Мария Глушко - Мадонна с пайковым хлебом
— Как бы твой дитенок не скатился, ты его на руки возьми, а красоту свою сюда поклади.
Она так и сделала. Пристроила «красоту» на прилавке, И от движения воздуха заплескался, заструился розовый легкий шелк.
Старушка скосила глаза:
— Эхе-хе… Кто ж нынче такое купит? Не до жиру, быть бы живу…
Нина приуныла. Видела, что покупателей почти нет, все продают, только кучка красноармейцев толпится у табуретки с картошкой. А тот, кто забредал на рынок, останавливался возле Нины, разглядывал ее товар и уходил молча, либо, прицокивая языком, ронял:
— Стоящая вещь.
Хоть бы рублей двадцать дали, подумала она. Но никто даже не приценивался.
Ну и ладно, не надо, оставлю себе, не умру же без этих денег!

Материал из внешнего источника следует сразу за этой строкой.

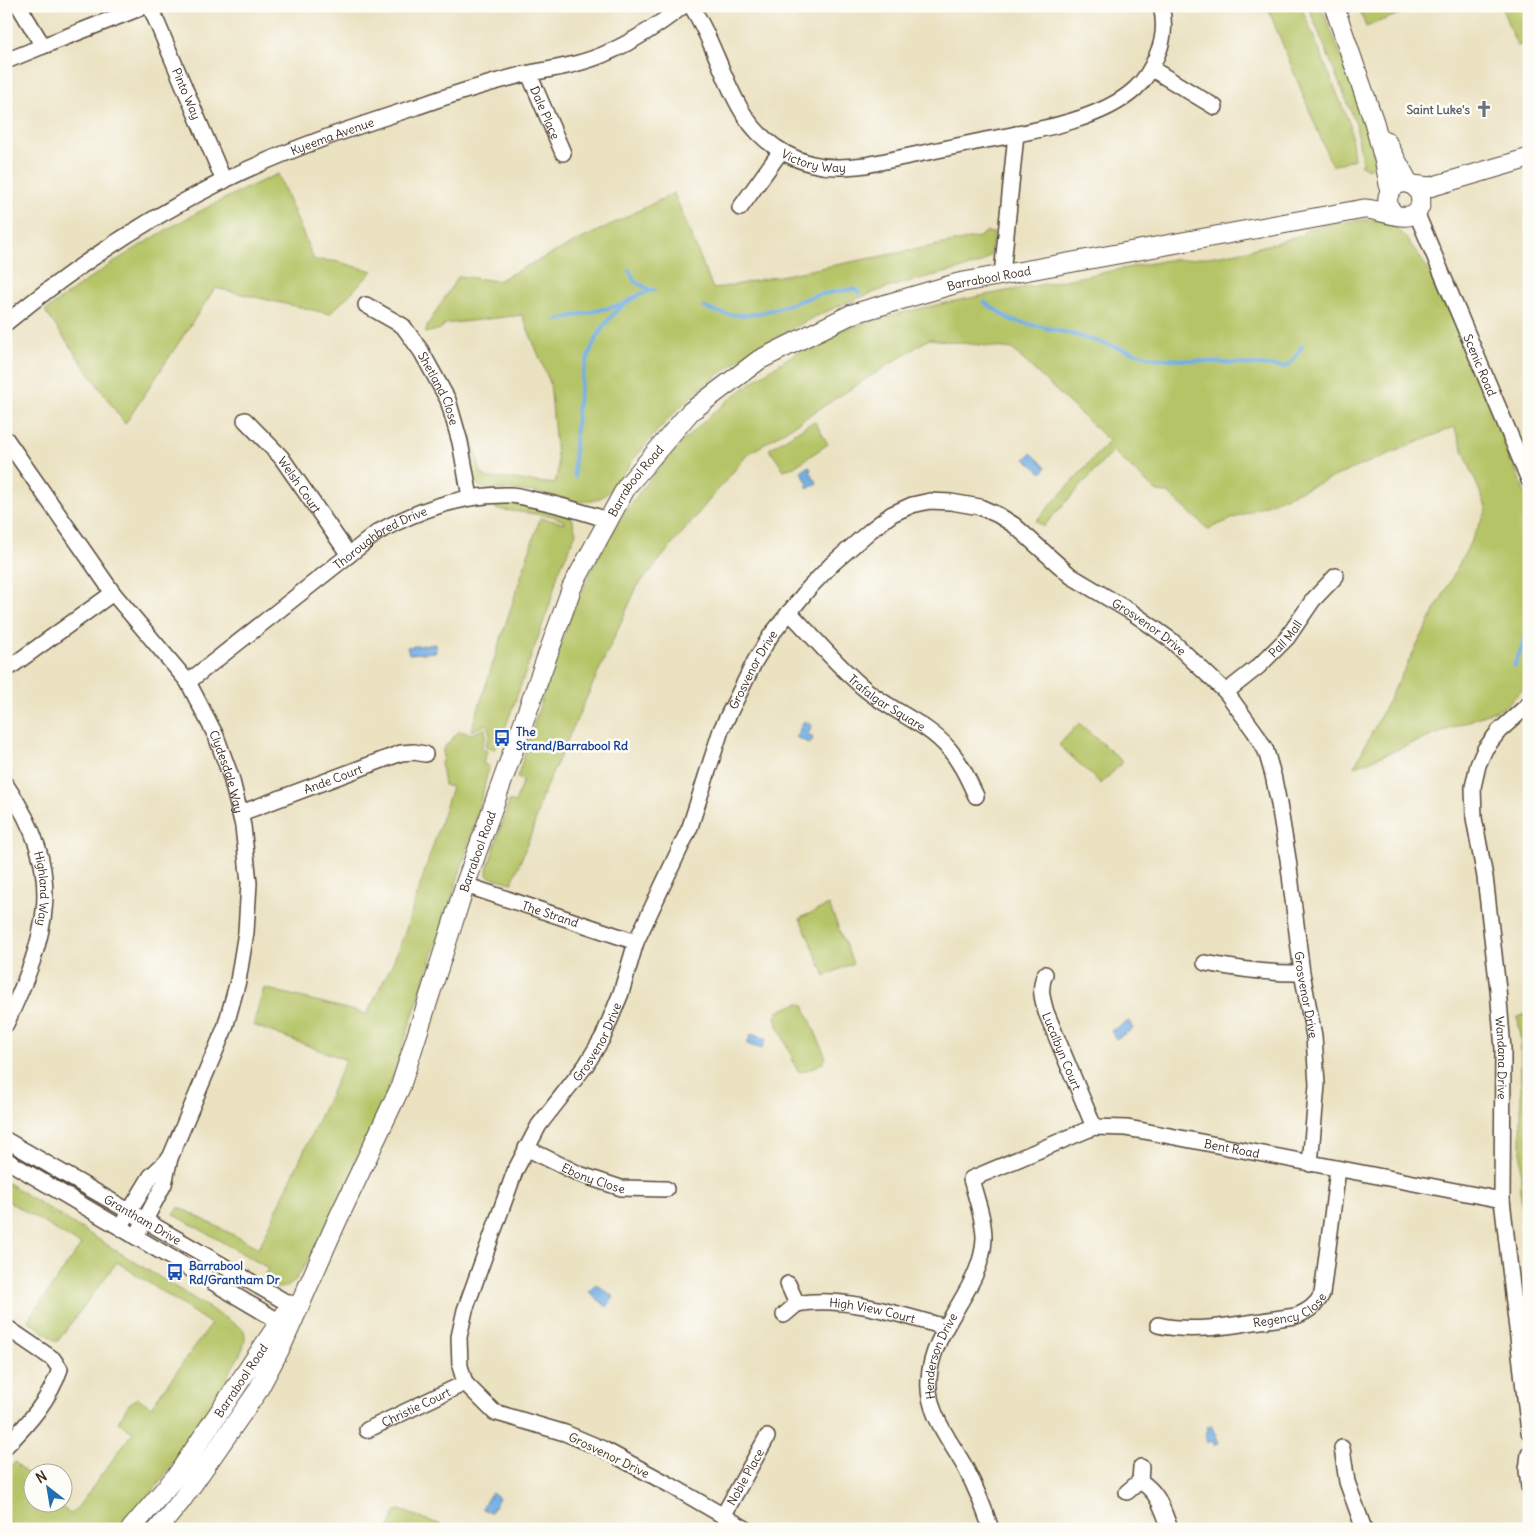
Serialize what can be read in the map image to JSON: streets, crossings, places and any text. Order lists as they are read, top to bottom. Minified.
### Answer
{"streets":{"main road":["Barrabool Road"],"street":["Pinto Way","Dale Place","Kyeema Avenue","Victory Way","Scenic Road","Shetland Close","Welsh Court","Thoroughbred Drive","Grosvenor Drive","Pall Mall","Trafalgar Square","Clydesdale Way","Ande Court","Highland Way","The Strand","Lucalbyn Court","Wandana Drive","Bent Road","Ebony Close","Grantham Drive","Regency Close","High View Court","Henderson Drive","Christie Court","Noble Place"]},"crossings":[["Pinto Way","Kyeema Avenue"],["Dale Place","Kyeema Avenue"],["Barrabool Road","Scenic Road"],["Barrabool Road","Thoroughbred Drive"],["Barrabool Road","The Strand"],["Barrabool Road","Grantham Drive"],["Shetland Close","Thoroughbred Drive"],["Welsh Court","Thoroughbred Drive"],["Thoroughbred Drive","Clydesdale Way"],["Grosvenor Drive","Pall Mall"],["Grosvenor Drive","Trafalgar Square"],["Grosvenor Drive","The Strand"],["Grosvenor Drive","Bent Road"],["Grosvenor Drive","Ebony Close"],["Grosvenor Drive","Christie Court"],["Grosvenor Drive","Noble Place"],["Clydesdale Way","Ande Court"],["Clydesdale Way","Grantham Drive"],["Lucalbyn Court","Bent Road"],["Wandana Drive","Bent Road"],["Bent Road","Regency Close"],["Bent Road","Henderson Drive"],["High View Court","Henderson Drive"]],"places":{"church":["Saint Luke's"],"bus stop":["The Strand/Barrabool Rd","Barrabool Rd/Grantham Dr"]},"north":"top left"}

У нее замерзли в ботиках ноги, и она уже додумывала уйти, но тут подошла молодая беременная женщина в беличьей шубке и белых маленьких бурках, обшитых кожей.
— Какая прелесть, — пропела она мелодичным голосом, осторожно взяла в тонкие пальцы комбинацию, встряхнула ее, заиграли на солнце блестящие кружева. — Сережа, иди-ка сюда!
Подошел высокий военный с раздутым саквояжем, на петлицах его бекеши алели шпалы, серебрилась эмблема — змея над чашей. Военврач, определила Нина.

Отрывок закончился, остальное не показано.